Él ahora se apuró a responder.

—No, a veces se me pone grande.

—Sí, como un cigarrillo —se rió Hernán.

Diego giró la cabeza, vio fugazmente el bulto del pantalón en­tre las piernas de Lalo, y volvió a enfrentarlo a la cara.

—Se me pone grande cuando me acuerdo de una cosa.

Lalo aflojó la presión sobre la mazorca y lo estudió con desconfianza.

—Por qué no terminamos de una vez. Que lo camine y listo —dijo Hernán. La rata se movía débilmente.

—Lo que veo a la noche por las hendijas de la ventana de mi cuarto —siguió Diego. Lalo retiró la mazorca y, sin soltarla, cruzó los brazos—. Ella debe tener catorce y él...

—Me va a morder. Miren —dijo Hernán. Lalo y Diego miraron a la rata. De nuevo trataba de liberarse pero no podía alcanzar los dedos.

—Dejala, no llega —dijo Lalo. Y volviendo enseguida a Diego—: ¿Qué fue lo que viste?

—Sí que llega. Les digo que casi me mordió.

Lalo estiró la boca hacia un costado.

—¿Qué era lo que habías visto?

—Ella debe tener catorce —repitió Diego—, pero con un cuerpo bárbaro. El es un tipo grande, como de veinte. La otra noche la tenía apoyada contra el árbol de la vereda. No, no puedo —dijo—. Cada vez que me acuerdo se me pone...

Lalo agarró el brazo de Hernán que sostenía la rata.

—Contanos.
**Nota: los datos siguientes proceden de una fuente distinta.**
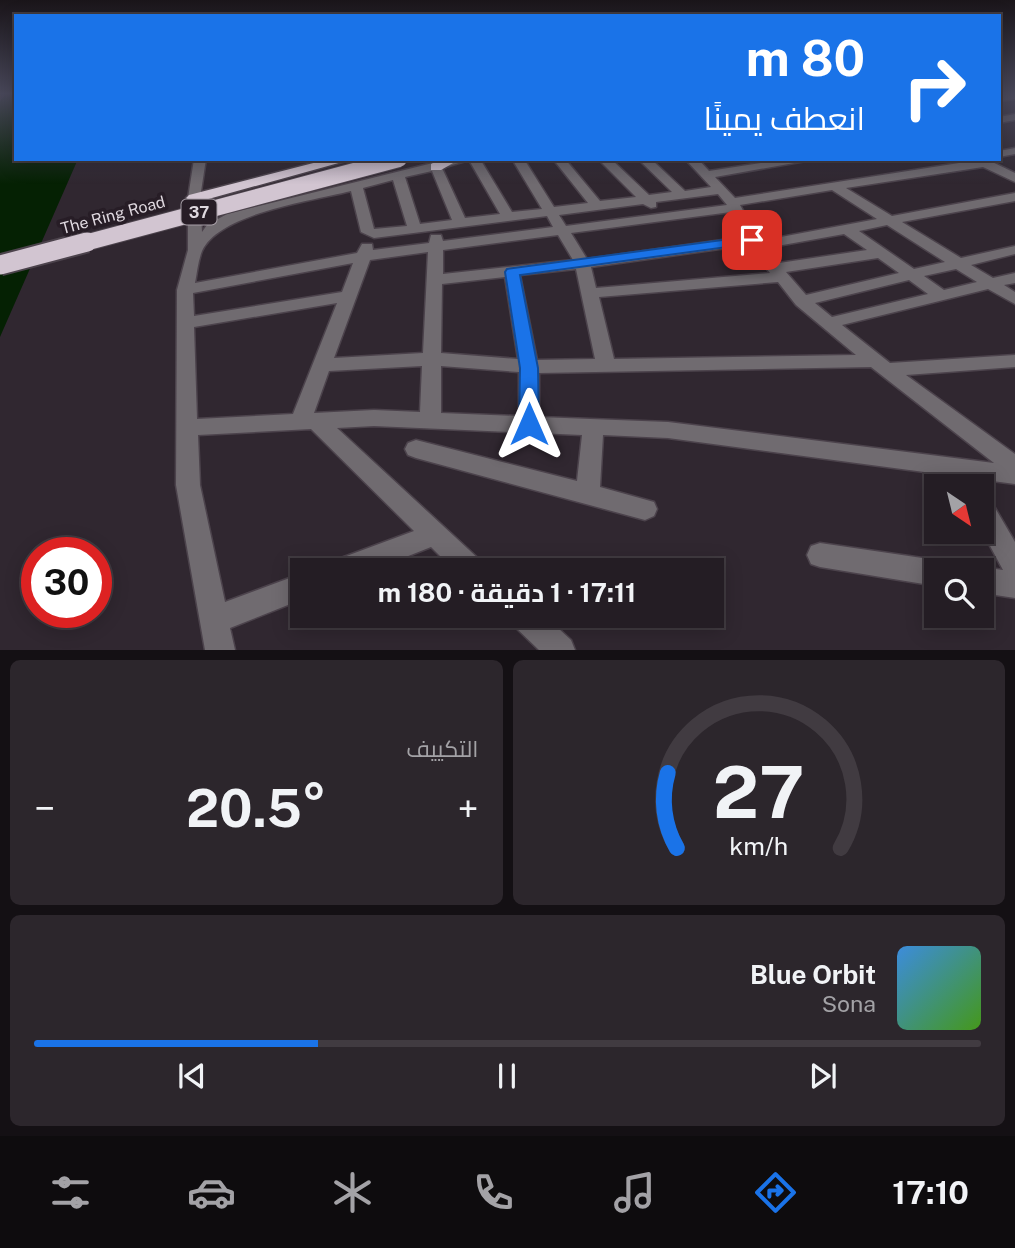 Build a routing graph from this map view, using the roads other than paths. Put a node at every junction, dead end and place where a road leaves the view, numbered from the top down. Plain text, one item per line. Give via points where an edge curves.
1 (200, 161) edge
2 (338, 161) edge
3 (364, 161) edge
4 (449, 161) edge
5 (457, 161) edge
6 (475, 161) edge
7 (519, 161) edge
8 (561, 161) edge
9 (606, 161) edge
10 (647, 161) edge
11 (693, 161) edge
12 (787, 161) edge
13 (981, 161) edge
14 (436, 167) junction
15 (398, 168) edge
16 (708, 175) junction
17 (1015, 178) edge
18 (834, 186) junction
19 (356, 187) junction
20 (683, 197) junction
21 (1015, 197) edge
22 (194, 198) junction
23 (729, 200) junction
24 (647, 201) junction
25 (598, 207) junction
26 (549, 213) junction
27 (508, 217) junction
28 (664, 217) junction
29 (888, 220) junction
30 (461, 224) junction
31 (436, 228) junction
32 (847, 229) junction
33 (415, 230) junction
34 (560, 232) junction
35 (371, 234) junction
36 (754, 243) junction
37 (436, 248) junction
38 (195, 250) junction
39 (880, 253) junction
40 (1011, 254) edge
41 (0, 256) edge
42 (364, 256) junction
43 (958, 262) junction
44 (583, 264) junction
45 (0, 265) edge
46 (512, 272) junction
47 (776, 273) junction
48 (910, 274) junction
49 (1015, 278) edge
50 (434, 280) junction
51 (992, 284) junction
52 (186, 290) junction
53 (590, 293) junction
54 (348, 296) junction
55 (941, 296) junction
56 (1015, 299) edge
57 (802, 301) junction
58 (186, 323) junction
59 (829, 323) junction
60 (432, 358) junction
61 (1015, 361) edge
62 (321, 365) junction
63 (880, 365) junction
64 (606, 366) junction
65 (529, 368) junction
66 (430, 420) junction
67 (308, 421) junction
68 (529, 424) junction
69 (593, 426) junction
70 (186, 428) junction
71 (416, 449) dead end
72 (1015, 466) edge
73 (946, 474) edge
74 (1015, 475) edge
75 (994, 476) edge
76 (588, 494) junction
77 (645, 509) dead end
78 (994, 530) edge
79 (433, 535) junction
80 (820, 555) dead end
81 (373, 558) edge
82 (459, 558) edge
83 (1015, 568) edge
84 (924, 571) edge
85 (994, 582) edge
86 (1015, 585) edge
87 (290, 591) edge
88 (214, 621) junction
89 (537, 628) edge
90 (220, 649) edge
91 (561, 649) edge

1 - 22 street
2 - 22 highway
3 - 41 highway, The Ring Road / 37
4 - 14 highway
5 - 14 street
6 - 27 street
7 - 26 street
8 - 25 street
9 - 24 street
10 - 20 street
11 - 16 street
12 - 16 street
13 - 17 street
13 - 18 street
14 - 15 street
14 - 30 street
15 - 19 street
15 - 33 street
15 - 45 highway, The Ring Road / 37, bridge
16 - 23 street
18 - 23 street
18 - 29 street
19 - 35 street
19 - 38 street via 232,217 212,228
20 - 23 street
20 - 24 street
21 - 29 street
22 - 38 street
23 - 28 street
23 - 36 street
24 - 25 street
24 - 28 street
25 - 26 street
26 - 27 street
26 - 34 street
27 - 30 street
28 - 34 street
29 - 32 street
29 - 43 street
30 - 31 street
31 - 33 street
31 - 37 street
32 - 36 street
32 - 39 street
33 - 35 street
34 - 37 street
34 - 44 street
35 - 42 street
36 - 44 street
36 - 47 street
37 - 42 street
37 - 50 street
38 - 52 street
39 - 47 street
39 - 48 street
40 - 43 street
42 - 52 street
42 - 54 street
43 - 48 street
43 - 51 street
44 - 46 street
44 - 53 street
46 - 50 street
46 - 65 street
47 - 53 street
47 - 57 street
48 - 55 street
48 - 57 street
49 - 51 street
50 - 60 street
51 - 55 street
51 - 56 street
52 - 58 street
53 - 64 street
54 - 58 street
54 - 62 street
55 - 59 street
57 - 59 street
58 - 70 street
59 - 63 street
60 - 62 street
60 - 65 street
60 - 66 street
61 - 63 street
62 - 67 street
63 - 64 street
63 - 72 street
64 - 65 street
65 - 68 street
66 - 67 street
66 - 68 street
67 - 70 street
67 - 79 street
68 - 69 street
69 - 73 street via 668,430
69 - 76 street
70 - 88 street via 188,485
71 - 76 street
74 - 75 street
76 - 77 street
78 - 83 street
79 - 81 street
79 - 82 street
80 - 84 street
85 - 86 street
87 - 88 street
88 - 90 street
89 - 91 street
O querés que te la muerda —dijo.

—Al principio nada más que besos y esas cosas. Pero después le metió la mano debajo de la pollera. El tipo estaba de espalda así que mucho no le vi. Pero ella se empezó a desesperar, miraba para arriba y abría la boca respirando muy fuerte —imitó el ja­deo—. Después él le sacó las tetas afuera —se interrumpió otra vez como si le costara un esfuerzo enorme revivir la escena.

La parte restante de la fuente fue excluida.